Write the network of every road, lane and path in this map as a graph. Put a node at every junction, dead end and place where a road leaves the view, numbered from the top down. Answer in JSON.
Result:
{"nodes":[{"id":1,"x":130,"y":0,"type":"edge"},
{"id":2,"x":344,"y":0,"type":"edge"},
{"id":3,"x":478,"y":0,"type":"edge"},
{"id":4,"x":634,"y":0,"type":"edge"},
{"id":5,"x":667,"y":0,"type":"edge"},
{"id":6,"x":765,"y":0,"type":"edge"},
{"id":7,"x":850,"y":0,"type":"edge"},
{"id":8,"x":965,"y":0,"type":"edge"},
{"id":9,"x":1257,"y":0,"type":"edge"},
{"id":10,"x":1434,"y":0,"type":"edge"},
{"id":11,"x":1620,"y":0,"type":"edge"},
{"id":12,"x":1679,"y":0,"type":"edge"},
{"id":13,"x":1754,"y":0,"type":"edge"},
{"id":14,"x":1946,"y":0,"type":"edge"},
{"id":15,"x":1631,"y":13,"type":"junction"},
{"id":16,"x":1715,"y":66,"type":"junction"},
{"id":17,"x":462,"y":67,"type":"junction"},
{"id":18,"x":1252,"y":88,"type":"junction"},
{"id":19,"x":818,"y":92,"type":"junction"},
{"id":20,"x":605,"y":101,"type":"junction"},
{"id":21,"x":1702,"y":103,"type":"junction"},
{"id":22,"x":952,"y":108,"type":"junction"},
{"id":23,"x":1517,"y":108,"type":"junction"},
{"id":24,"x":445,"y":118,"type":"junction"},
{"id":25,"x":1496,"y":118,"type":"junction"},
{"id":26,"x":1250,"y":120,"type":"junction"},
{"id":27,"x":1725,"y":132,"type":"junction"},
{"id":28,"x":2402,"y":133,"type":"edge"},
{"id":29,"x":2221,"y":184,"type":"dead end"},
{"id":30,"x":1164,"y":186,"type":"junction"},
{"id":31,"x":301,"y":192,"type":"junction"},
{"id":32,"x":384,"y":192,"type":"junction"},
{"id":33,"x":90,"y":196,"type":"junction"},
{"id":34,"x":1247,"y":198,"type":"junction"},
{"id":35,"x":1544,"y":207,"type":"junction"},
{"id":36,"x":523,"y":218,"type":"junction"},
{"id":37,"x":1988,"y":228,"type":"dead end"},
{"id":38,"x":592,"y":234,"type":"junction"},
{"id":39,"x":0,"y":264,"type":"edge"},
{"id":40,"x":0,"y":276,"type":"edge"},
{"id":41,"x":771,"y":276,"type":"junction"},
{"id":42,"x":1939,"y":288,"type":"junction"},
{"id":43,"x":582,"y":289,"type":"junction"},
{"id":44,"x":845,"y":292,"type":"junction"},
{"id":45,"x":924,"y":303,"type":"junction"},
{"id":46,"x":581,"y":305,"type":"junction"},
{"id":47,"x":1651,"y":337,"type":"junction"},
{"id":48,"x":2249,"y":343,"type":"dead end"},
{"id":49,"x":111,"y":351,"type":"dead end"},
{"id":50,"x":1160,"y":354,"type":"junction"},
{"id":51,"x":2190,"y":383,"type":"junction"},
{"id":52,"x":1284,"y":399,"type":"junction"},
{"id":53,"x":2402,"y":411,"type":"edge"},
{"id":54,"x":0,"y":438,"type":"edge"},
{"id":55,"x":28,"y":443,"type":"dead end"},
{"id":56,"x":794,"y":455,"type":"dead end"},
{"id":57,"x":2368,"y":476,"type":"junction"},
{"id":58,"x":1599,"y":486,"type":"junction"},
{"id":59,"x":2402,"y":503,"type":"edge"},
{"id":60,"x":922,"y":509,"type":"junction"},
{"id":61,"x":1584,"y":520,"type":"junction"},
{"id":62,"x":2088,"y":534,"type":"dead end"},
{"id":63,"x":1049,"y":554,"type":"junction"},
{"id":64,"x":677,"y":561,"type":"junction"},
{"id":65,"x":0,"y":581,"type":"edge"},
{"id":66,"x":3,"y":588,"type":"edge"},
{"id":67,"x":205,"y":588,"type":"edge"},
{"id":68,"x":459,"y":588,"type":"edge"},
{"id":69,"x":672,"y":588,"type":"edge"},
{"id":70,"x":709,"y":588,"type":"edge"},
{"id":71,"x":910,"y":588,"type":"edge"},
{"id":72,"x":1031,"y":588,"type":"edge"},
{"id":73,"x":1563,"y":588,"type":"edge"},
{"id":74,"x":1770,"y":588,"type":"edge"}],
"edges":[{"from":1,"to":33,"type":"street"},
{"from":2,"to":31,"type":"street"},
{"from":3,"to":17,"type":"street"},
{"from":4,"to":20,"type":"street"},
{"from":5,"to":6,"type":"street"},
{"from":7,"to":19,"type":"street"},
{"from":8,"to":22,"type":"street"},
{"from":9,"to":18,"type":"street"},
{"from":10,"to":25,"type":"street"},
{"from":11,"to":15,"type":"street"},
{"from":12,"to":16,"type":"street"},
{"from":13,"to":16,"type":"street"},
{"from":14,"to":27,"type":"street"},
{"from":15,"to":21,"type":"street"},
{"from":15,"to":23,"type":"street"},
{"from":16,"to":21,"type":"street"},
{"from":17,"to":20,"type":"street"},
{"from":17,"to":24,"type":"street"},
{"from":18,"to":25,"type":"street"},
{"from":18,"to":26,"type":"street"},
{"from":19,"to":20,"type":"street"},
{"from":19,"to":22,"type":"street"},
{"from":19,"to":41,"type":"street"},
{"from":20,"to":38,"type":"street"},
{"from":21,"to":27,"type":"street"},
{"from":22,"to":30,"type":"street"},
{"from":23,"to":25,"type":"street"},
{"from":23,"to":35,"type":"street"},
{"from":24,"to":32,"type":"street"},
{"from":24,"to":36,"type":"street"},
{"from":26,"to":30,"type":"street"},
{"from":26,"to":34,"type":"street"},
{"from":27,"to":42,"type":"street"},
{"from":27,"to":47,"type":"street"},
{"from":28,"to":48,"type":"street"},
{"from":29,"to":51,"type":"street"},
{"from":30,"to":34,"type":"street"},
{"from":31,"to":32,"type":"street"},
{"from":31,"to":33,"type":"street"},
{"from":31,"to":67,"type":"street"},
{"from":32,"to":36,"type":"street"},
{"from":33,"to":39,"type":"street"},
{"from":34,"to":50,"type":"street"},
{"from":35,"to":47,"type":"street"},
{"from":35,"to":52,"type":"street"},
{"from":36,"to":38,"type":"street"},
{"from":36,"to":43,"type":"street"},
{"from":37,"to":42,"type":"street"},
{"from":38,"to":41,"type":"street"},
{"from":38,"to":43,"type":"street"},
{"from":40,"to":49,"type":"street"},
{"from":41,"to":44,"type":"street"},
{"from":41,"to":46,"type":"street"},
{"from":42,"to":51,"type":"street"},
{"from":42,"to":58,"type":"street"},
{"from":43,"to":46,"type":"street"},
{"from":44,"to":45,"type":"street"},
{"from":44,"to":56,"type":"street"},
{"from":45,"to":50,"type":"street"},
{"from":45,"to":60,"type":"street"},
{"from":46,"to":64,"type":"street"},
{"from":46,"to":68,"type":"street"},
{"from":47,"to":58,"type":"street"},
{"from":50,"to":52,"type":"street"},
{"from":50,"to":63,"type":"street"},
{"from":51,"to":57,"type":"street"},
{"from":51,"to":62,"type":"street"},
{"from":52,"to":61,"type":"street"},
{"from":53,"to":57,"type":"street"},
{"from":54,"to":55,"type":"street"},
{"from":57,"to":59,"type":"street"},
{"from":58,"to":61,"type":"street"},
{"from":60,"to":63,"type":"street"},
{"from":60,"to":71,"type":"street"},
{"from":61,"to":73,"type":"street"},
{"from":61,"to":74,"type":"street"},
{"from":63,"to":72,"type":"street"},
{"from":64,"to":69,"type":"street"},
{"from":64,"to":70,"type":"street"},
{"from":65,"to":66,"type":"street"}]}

━━━━━━━━━━━━━━━━━━━━

YOUR GOAL ▸
A verbatim reproduction of all the records above is the expected answer.

RESULT BELOW ▸
Write the network of every road, lane and path in this map as a graph. Put a node at every junction, dead end and place where a road leaves the view, numbered from the top down. Answer in JSON.
Result:
{"nodes":[{"id":1,"x":130,"y":0,"type":"edge"},
{"id":2,"x":344,"y":0,"type":"edge"},
{"id":3,"x":478,"y":0,"type":"edge"},
{"id":4,"x":634,"y":0,"type":"edge"},
{"id":5,"x":667,"y":0,"type":"edge"},
{"id":6,"x":765,"y":0,"type":"edge"},
{"id":7,"x":850,"y":0,"type":"edge"},
{"id":8,"x":965,"y":0,"type":"edge"},
{"id":9,"x":1257,"y":0,"type":"edge"},
{"id":10,"x":1434,"y":0,"type":"edge"},
{"id":11,"x":1620,"y":0,"type":"edge"},
{"id":12,"x":1679,"y":0,"type":"edge"},
{"id":13,"x":1754,"y":0,"type":"edge"},
{"id":14,"x":1946,"y":0,"type":"edge"},
{"id":15,"x":1631,"y":13,"type":"junction"},
{"id":16,"x":1715,"y":66,"type":"junction"},
{"id":17,"x":462,"y":67,"type":"junction"},
{"id":18,"x":1252,"y":88,"type":"junction"},
{"id":19,"x":818,"y":92,"type":"junction"},
{"id":20,"x":605,"y":101,"type":"junction"},
{"id":21,"x":1702,"y":103,"type":"junction"},
{"id":22,"x":952,"y":108,"type":"junction"},
{"id":23,"x":1517,"y":108,"type":"junction"},
{"id":24,"x":445,"y":118,"type":"junction"},
{"id":25,"x":1496,"y":118,"type":"junction"},
{"id":26,"x":1250,"y":120,"type":"junction"},
{"id":27,"x":1725,"y":132,"type":"junction"},
{"id":28,"x":2402,"y":133,"type":"edge"},
{"id":29,"x":2221,"y":184,"type":"dead end"},
{"id":30,"x":1164,"y":186,"type":"junction"},
{"id":31,"x":301,"y":192,"type":"junction"},
{"id":32,"x":384,"y":192,"type":"junction"},
{"id":33,"x":90,"y":196,"type":"junction"},
{"id":34,"x":1247,"y":198,"type":"junction"},
{"id":35,"x":1544,"y":207,"type":"junction"},
{"id":36,"x":523,"y":218,"type":"junction"},
{"id":37,"x":1988,"y":228,"type":"dead end"},
{"id":38,"x":592,"y":234,"type":"junction"},
{"id":39,"x":0,"y":264,"type":"edge"},
{"id":40,"x":0,"y":276,"type":"edge"},
{"id":41,"x":771,"y":276,"type":"junction"},
{"id":42,"x":1939,"y":288,"type":"junction"},
{"id":43,"x":582,"y":289,"type":"junction"},
{"id":44,"x":845,"y":292,"type":"junction"},
{"id":45,"x":924,"y":303,"type":"junction"},
{"id":46,"x":581,"y":305,"type":"junction"},
{"id":47,"x":1651,"y":337,"type":"junction"},
{"id":48,"x":2249,"y":343,"type":"dead end"},
{"id":49,"x":111,"y":351,"type":"dead end"},
{"id":50,"x":1160,"y":354,"type":"junction"},
{"id":51,"x":2190,"y":383,"type":"junction"},
{"id":52,"x":1284,"y":399,"type":"junction"},
{"id":53,"x":2402,"y":411,"type":"edge"},
{"id":54,"x":0,"y":438,"type":"edge"},
{"id":55,"x":28,"y":443,"type":"dead end"},
{"id":56,"x":794,"y":455,"type":"dead end"},
{"id":57,"x":2368,"y":476,"type":"junction"},
{"id":58,"x":1599,"y":486,"type":"junction"},
{"id":59,"x":2402,"y":503,"type":"edge"},
{"id":60,"x":922,"y":509,"type":"junction"},
{"id":61,"x":1584,"y":520,"type":"junction"},
{"id":62,"x":2088,"y":534,"type":"dead end"},
{"id":63,"x":1049,"y":554,"type":"junction"},
{"id":64,"x":677,"y":561,"type":"junction"},
{"id":65,"x":0,"y":581,"type":"edge"},
{"id":66,"x":3,"y":588,"type":"edge"},
{"id":67,"x":205,"y":588,"type":"edge"},
{"id":68,"x":459,"y":588,"type":"edge"},
{"id":69,"x":672,"y":588,"type":"edge"},
{"id":70,"x":709,"y":588,"type":"edge"},
{"id":71,"x":910,"y":588,"type":"edge"},
{"id":72,"x":1031,"y":588,"type":"edge"},
{"id":73,"x":1563,"y":588,"type":"edge"},
{"id":74,"x":1770,"y":588,"type":"edge"}],
"edges":[{"from":1,"to":33,"type":"street"},
{"from":2,"to":31,"type":"street"},
{"from":3,"to":17,"type":"street"},
{"from":4,"to":20,"type":"street"},
{"from":5,"to":6,"type":"street"},
{"from":7,"to":19,"type":"street"},
{"from":8,"to":22,"type":"street"},
{"from":9,"to":18,"type":"street"},
{"from":10,"to":25,"type":"street"},
{"from":11,"to":15,"type":"street"},
{"from":12,"to":16,"type":"street"},
{"from":13,"to":16,"type":"street"},
{"from":14,"to":27,"type":"street"},
{"from":15,"to":21,"type":"street"},
{"from":15,"to":23,"type":"street"},
{"from":16,"to":21,"type":"street"},
{"from":17,"to":20,"type":"street"},
{"from":17,"to":24,"type":"street"},
{"from":18,"to":25,"type":"street"},
{"from":18,"to":26,"type":"street"},
{"from":19,"to":20,"type":"street"},
{"from":19,"to":22,"type":"street"},
{"from":19,"to":41,"type":"street"},
{"from":20,"to":38,"type":"street"},
{"from":21,"to":27,"type":"street"},
{"from":22,"to":30,"type":"street"},
{"from":23,"to":25,"type":"street"},
{"from":23,"to":35,"type":"street"},
{"from":24,"to":32,"type":"street"},
{"from":24,"to":36,"type":"street"},
{"from":26,"to":30,"type":"street"},
{"from":26,"to":34,"type":"street"},
{"from":27,"to":42,"type":"street"},
{"from":27,"to":47,"type":"street"},
{"from":28,"to":48,"type":"street"},
{"from":29,"to":51,"type":"street"},
{"from":30,"to":34,"type":"street"},
{"from":31,"to":32,"type":"street"},
{"from":31,"to":33,"type":"street"},
{"from":31,"to":67,"type":"street"},
{"from":32,"to":36,"type":"street"},
{"from":33,"to":39,"type":"street"},
{"from":34,"to":50,"type":"street"},
{"from":35,"to":47,"type":"street"},
{"from":35,"to":52,"type":"street"},
{"from":36,"to":38,"type":"street"},
{"from":36,"to":43,"type":"street"},
{"from":37,"to":42,"type":"street"},
{"from":38,"to":41,"type":"street"},
{"from":38,"to":43,"type":"street"},
{"from":40,"to":49,"type":"street"},
{"from":41,"to":44,"type":"street"},
{"from":41,"to":46,"type":"street"},
{"from":42,"to":51,"type":"street"},
{"from":42,"to":58,"type":"street"},
{"from":43,"to":46,"type":"street"},
{"from":44,"to":45,"type":"street"},
{"from":44,"to":56,"type":"street"},
{"from":45,"to":50,"type":"street"},
{"from":45,"to":60,"type":"street"},
{"from":46,"to":64,"type":"street"},
{"from":46,"to":68,"type":"street"},
{"from":47,"to":58,"type":"street"},
{"from":50,"to":52,"type":"street"},
{"from":50,"to":63,"type":"street"},
{"from":51,"to":57,"type":"street"},
{"from":51,"to":62,"type":"street"},
{"from":52,"to":61,"type":"street"},
{"from":53,"to":57,"type":"street"},
{"from":54,"to":55,"type":"street"},
{"from":57,"to":59,"type":"street"},
{"from":58,"to":61,"type":"street"},
{"from":60,"to":63,"type":"street"},
{"from":60,"to":71,"type":"street"},
{"from":61,"to":73,"type":"street"},
{"from":61,"to":74,"type":"street"},
{"from":63,"to":72,"type":"street"},
{"from":64,"to":69,"type":"street"},
{"from":64,"to":70,"type":"street"},
{"from":65,"to":66,"type":"street"}]}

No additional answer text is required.